---- Available data

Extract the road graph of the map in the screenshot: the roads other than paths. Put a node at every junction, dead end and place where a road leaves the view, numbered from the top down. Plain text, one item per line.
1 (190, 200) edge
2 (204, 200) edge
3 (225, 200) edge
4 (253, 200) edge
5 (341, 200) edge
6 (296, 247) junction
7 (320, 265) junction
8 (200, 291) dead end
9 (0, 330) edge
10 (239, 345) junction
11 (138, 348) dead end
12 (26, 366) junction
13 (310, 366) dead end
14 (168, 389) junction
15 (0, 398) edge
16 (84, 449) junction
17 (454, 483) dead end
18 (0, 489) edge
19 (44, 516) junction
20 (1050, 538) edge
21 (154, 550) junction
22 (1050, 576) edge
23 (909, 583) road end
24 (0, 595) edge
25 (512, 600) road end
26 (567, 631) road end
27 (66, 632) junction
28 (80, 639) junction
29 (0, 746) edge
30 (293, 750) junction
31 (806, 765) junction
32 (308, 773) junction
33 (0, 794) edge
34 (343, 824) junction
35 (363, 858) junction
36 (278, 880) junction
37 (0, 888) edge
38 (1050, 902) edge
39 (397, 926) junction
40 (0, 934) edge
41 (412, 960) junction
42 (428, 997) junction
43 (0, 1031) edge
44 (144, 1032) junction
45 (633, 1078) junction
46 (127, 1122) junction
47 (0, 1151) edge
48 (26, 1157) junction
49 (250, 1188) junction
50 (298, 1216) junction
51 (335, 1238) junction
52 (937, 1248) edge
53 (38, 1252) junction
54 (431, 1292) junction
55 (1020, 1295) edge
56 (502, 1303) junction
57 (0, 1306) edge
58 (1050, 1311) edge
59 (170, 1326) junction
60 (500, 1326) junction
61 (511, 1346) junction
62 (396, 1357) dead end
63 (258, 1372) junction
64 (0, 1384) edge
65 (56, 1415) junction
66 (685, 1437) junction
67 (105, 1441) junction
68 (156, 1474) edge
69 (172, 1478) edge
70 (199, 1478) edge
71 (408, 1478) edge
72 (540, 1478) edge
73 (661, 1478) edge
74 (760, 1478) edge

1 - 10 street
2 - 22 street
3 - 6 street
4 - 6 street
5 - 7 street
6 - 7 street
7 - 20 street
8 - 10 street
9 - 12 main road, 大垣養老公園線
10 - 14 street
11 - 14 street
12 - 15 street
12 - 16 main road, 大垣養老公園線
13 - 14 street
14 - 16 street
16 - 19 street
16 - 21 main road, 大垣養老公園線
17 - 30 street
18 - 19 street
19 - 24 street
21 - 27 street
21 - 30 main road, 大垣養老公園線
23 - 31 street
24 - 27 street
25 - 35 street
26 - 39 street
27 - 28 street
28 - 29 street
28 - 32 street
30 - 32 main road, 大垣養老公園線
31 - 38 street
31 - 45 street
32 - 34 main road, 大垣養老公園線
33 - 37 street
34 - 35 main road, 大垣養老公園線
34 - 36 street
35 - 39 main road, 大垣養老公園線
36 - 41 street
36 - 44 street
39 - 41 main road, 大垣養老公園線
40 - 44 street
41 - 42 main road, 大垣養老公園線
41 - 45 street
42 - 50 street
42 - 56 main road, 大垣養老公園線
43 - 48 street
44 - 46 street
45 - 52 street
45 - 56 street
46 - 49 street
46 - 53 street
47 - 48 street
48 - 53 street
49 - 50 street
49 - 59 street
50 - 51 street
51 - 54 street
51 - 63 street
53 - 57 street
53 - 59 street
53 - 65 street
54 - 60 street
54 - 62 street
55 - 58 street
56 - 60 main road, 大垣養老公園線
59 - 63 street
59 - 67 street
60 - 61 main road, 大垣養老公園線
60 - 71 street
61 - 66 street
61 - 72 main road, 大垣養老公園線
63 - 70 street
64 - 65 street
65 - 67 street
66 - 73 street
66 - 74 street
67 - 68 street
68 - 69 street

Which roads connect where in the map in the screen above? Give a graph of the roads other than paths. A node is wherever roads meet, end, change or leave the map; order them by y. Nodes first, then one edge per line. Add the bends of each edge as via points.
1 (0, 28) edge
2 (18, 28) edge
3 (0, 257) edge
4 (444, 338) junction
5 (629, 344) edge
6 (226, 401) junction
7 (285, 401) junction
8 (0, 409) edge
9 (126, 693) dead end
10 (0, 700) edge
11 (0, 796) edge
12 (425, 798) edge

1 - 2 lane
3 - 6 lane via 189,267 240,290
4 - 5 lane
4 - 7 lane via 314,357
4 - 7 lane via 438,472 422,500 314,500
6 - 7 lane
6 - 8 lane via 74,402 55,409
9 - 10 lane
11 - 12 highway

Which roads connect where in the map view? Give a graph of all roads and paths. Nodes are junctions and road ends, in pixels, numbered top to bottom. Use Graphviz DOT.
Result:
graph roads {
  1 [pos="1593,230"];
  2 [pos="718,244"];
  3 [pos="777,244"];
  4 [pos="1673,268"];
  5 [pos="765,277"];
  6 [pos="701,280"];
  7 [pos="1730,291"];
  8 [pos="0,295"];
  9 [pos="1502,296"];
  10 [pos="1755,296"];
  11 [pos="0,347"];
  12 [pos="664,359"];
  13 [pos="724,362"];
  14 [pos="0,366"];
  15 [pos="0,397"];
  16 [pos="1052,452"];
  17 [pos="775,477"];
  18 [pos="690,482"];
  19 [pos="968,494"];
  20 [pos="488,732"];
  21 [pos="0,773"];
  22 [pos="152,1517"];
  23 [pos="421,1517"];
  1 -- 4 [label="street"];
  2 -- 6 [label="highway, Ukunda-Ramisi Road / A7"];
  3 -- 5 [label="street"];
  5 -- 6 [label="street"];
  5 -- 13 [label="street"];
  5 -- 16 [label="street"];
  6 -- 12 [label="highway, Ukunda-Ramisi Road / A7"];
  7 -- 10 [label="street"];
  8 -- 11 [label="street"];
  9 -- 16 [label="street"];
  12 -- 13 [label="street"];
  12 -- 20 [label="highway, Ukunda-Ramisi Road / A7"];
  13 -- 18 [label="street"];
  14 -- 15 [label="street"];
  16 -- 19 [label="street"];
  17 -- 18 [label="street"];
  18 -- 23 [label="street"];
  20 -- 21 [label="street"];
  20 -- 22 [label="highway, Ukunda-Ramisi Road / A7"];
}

--------

▶ [What is needed]: Tally the lines above that include the word "Ramisi"; answer with the total only.

▶ [Response to the exercise]: 4